America has been the lone pillar of promoting the democratic rule of people in this world. Despite all those who claim that this new form of “imperialism” is as wrong as the centuries worth of European colonialism, please name one country that has guaranteed democracy to so many people more than America has. Our grandest examples are Europe and Japan. Those are the standard at which all other American interventions are measured. As unfair as that might be, it is nevertheless the American standard.

Today the people of Iraq want to dream too. The dream that shook off our own chains of tyranny is now in Iraq waiting for the moment of calm so that they all may rest and finally dream.

Michael Ignatieff, in his essay “Who Are Americans to Think That Freedom Is Theirs to Spread?,” says it as clear as possible: “Who else is available to sponsor liberty in the Middle East but America? Certainly the Europeans themselves have not done a very distinguished job defending freedom close to home.”

It was our soldiers then too in Europe who fought and died to defend freedom “for strangers.” It is our soldiers today that fight and die in Iraq to defend freedom for a different set of strangers. “There is nothing worse than believing your son or daughter, brother or sister, father or mother died in vain. Even those who have opposed the Iraq war all along, who believe that the hope of planting democracy has lured America into a criminal folly, do not want to tell those who have died that they have given their lives for nothing. This is where Jefferson’s dream must work.”

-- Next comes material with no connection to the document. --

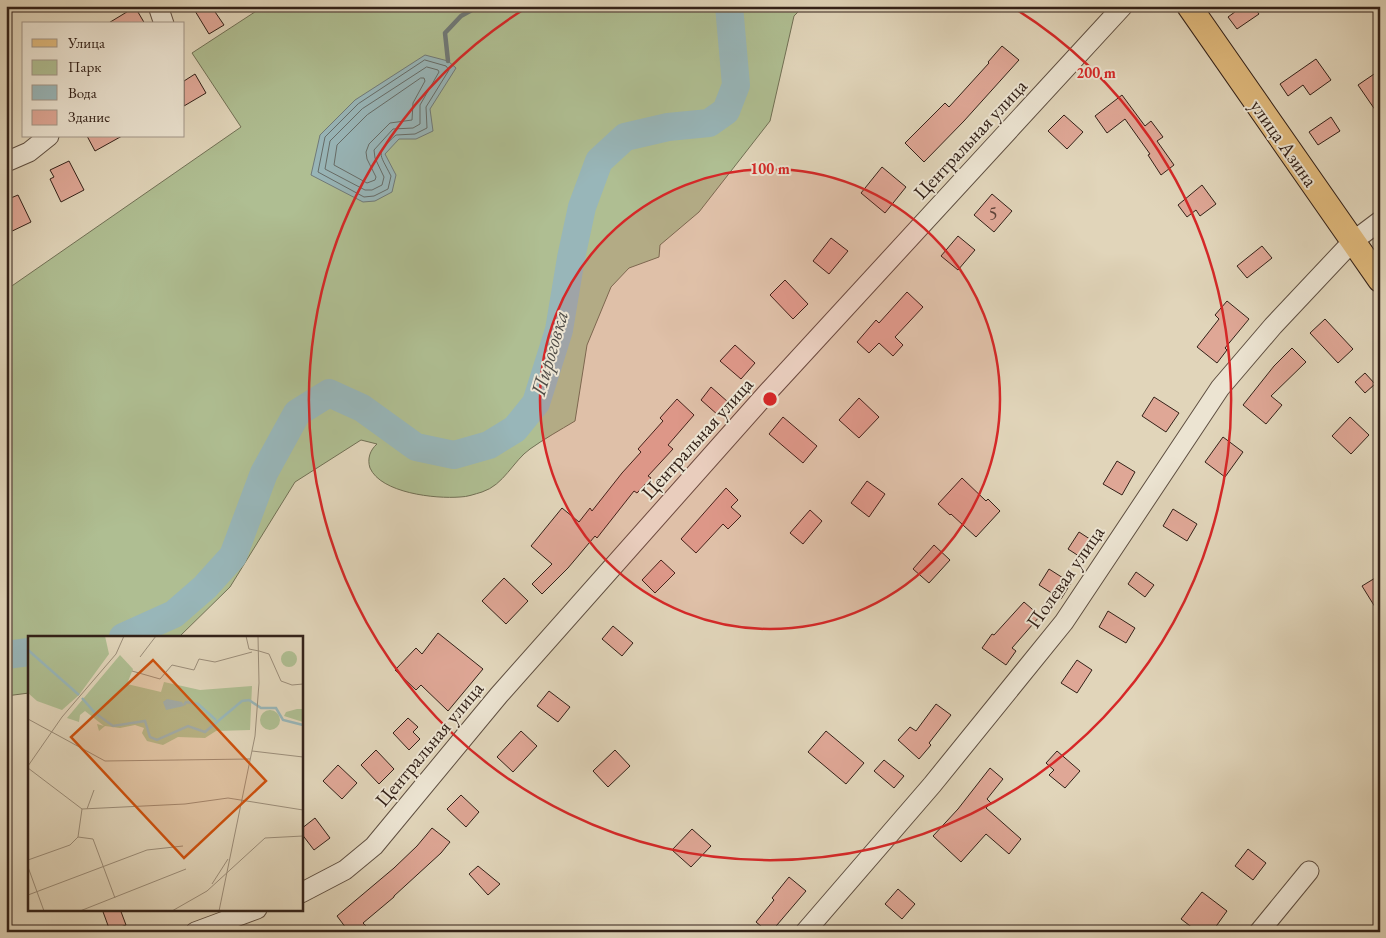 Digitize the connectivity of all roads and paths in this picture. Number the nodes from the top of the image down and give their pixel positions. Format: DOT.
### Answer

Happy Birthday America. And thank you to all our men and women in uniform, you have dreamed more than any of us. Never, ever quit dreaming.

9 comments:

CaliValleyGirl said...

Man, MJ...sometimes I like you so much, I hate you.

Chris said...

Is that good or bad?

Craig said...

At least for one day, it is great that we as Americans can put behind us the petty words we speak and focus on the good that our nation has offered to all.

However, that in no means lessens the importance that our founders had in allowing us the freedoms to voice our opinions, to fight amongst ourseleves in the hope and dream that out of those differences, those battles, those wars of words that the dream would continue to burn.

Happy fourth my friend, set off a bottle rocket for me.

The GTL™ said...

MJ; that was purely awesome, man! Happy Independence Day Weekend, sir. Blog ON...

Cooper said...

This was a great post and I agree.
I'm glad your out there writing.

Unknown said...

Maybe it's because I just got home from War of the Worlds and I'm still a little shook but this made me a little teary eyed. Well done MJ.

There's so much crap being thrown back and forth on the blogosphere that to find that rare jewel such as this column is truly a heartening experience.

Craig said...

Hey promoter,

Good job in selecting a bunch or mentally preverse people in which to classify us all. I guess because you are Arab, that we should run out and expel all Arab's from our country. I mean, by your logic, a select few speak for all. Right?

By the way, lover the name, truth-promoter, maybe you should live up to it!

Chris said...

Thanks to all my sappy readers :)

Promoter, it's not even evident that you are Iraqi or Arab. If you are, I'm glad to have an Iraqi reader, since most of this site concerns Iraq.

First, I would invite you to read other posts on this site. You will see then that I do argue that Iraq is not what we were promised and that Iraq is far from democratic and free. Bush ignores some very important aspects of the second reality in Iraq.

You will also see that I berate Bush many times, seemingly constantly, about all his blunders in this war. Bush will have to own up to his mistakes, whether he wants to admit to them or not.

The insurgency in Iraq must be stopped by the Iraqi people. It is your country. I agree we did allow your country to slip into chaos, and more people are dying now than when Saddam was in power. So, once again, this is your country to save.

But that dream is there Promoter, and you know it is.

Thanks for reading.

And, again, thanks to everyone else for reading and commenting. I'm glad you all liked it.

CaliValleyGirl said...

Oh my God, MJ! You've officially made it. Billy Joel said: you know you're successful when you get sued for the first time. And if you are a blogger, you know you've made it, when you get your first anonymous troll comment.